酸化ほう素の販売は、ディスプレイ用ガラス基板向け販売が好調であったため前年と比べ増加しました。
以上の結果、機能材料事業の当期業績は、売上高・経常利益ともに前年を上回りました。
(環境事業)
環境システム事業につきましては、新型コロナウイルスの感染再拡大や世界的な半導体不足などの影響に伴う自動車生産の減少により顧客の稼働率が低下したことが主要因となり、モバイル型イオン交換樹脂塔の再生塔数やエネファーム向けのイオン交換樹脂販売数量が減少し、売上高・経常利益ともに前年を下回りました。

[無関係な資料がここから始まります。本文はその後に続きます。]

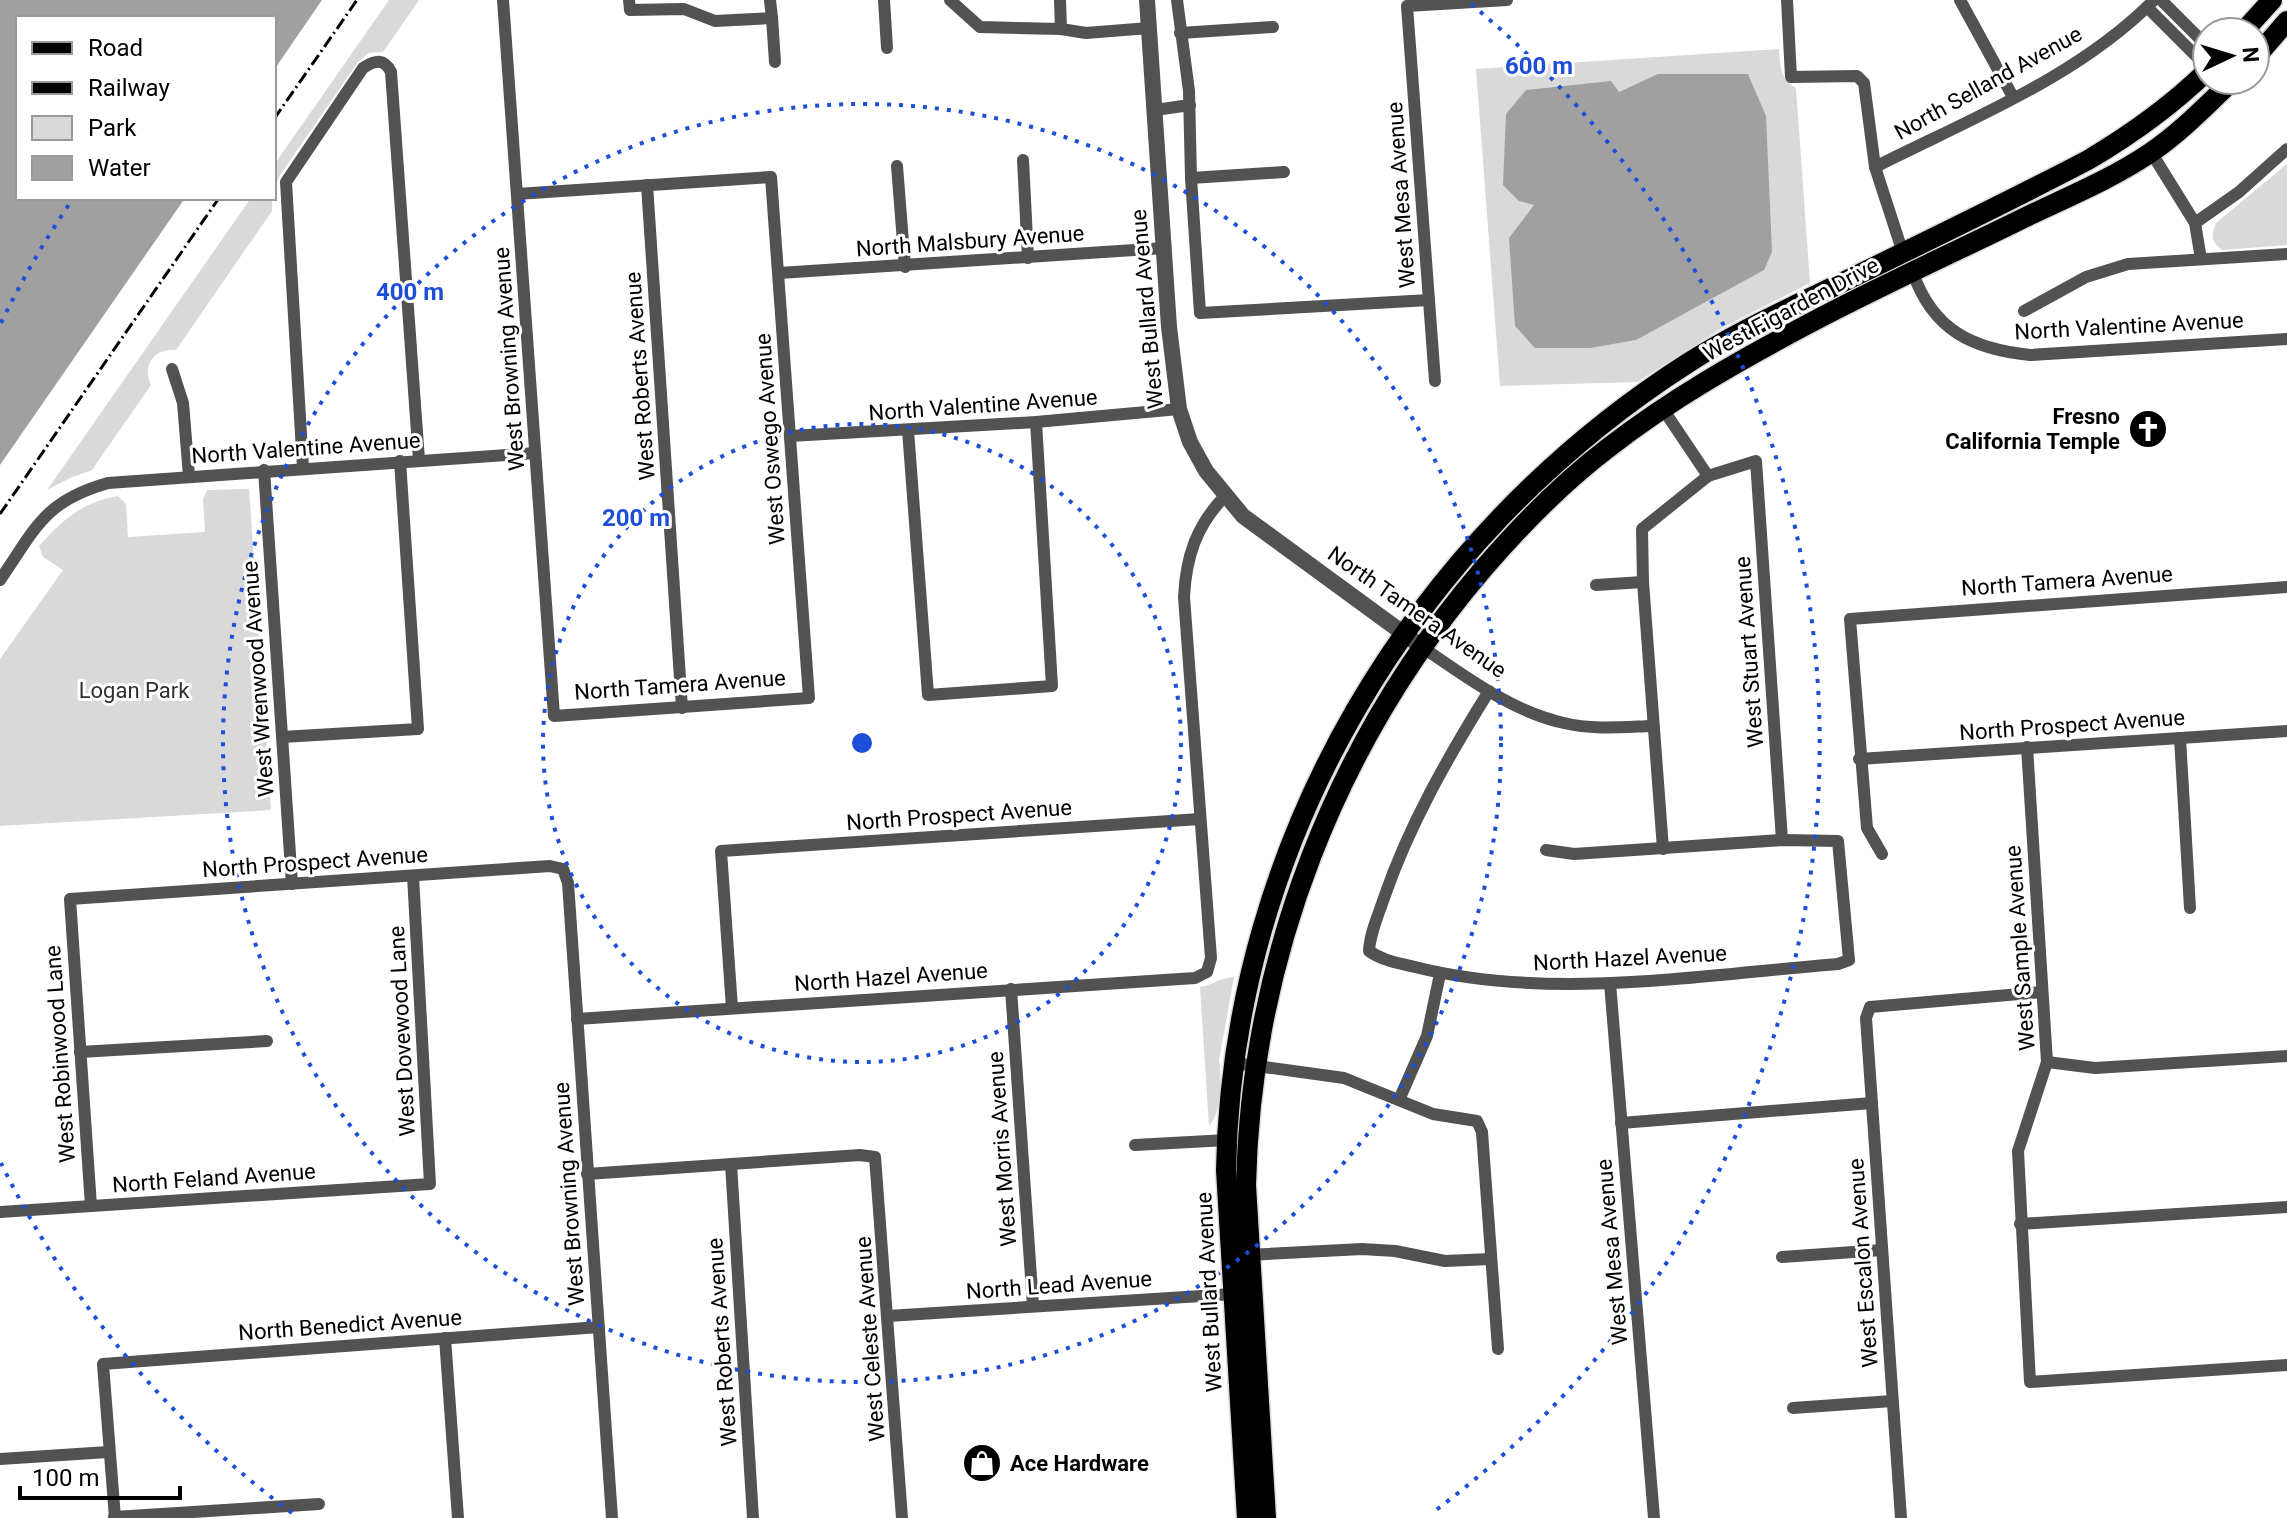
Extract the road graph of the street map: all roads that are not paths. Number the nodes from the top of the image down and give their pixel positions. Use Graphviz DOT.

中央電気工業の焼却灰溶融処理事業につきましては、焼却灰溶融炉(EM1号炉・2号炉)の老朽化設備の更新に加えEM3号炉の炉修を実施したことから処理量が減少し、売上高・経常利益ともに前年を下回りました。
以上の結果、環境事業の当期業績は、売上高・経常利益ともに前年を下回りました。
(電力事業)
電力事業につきましては、FIT(再生可能エネルギー固定価格買取制度)を利用した売電事業として、2ヶ所の発電所が順調に稼働し気象条件にも恵まれたため、年間売電量は前年より増加しました。
以上の結果、電力事業の当期業績は、売上高は前年を上回りましたが、管理費の増加などにより経常利益は前年を下回りました。なお、当事業につきましては、新型コロナウイルスの感染拡大による業績への影響はありませんでした。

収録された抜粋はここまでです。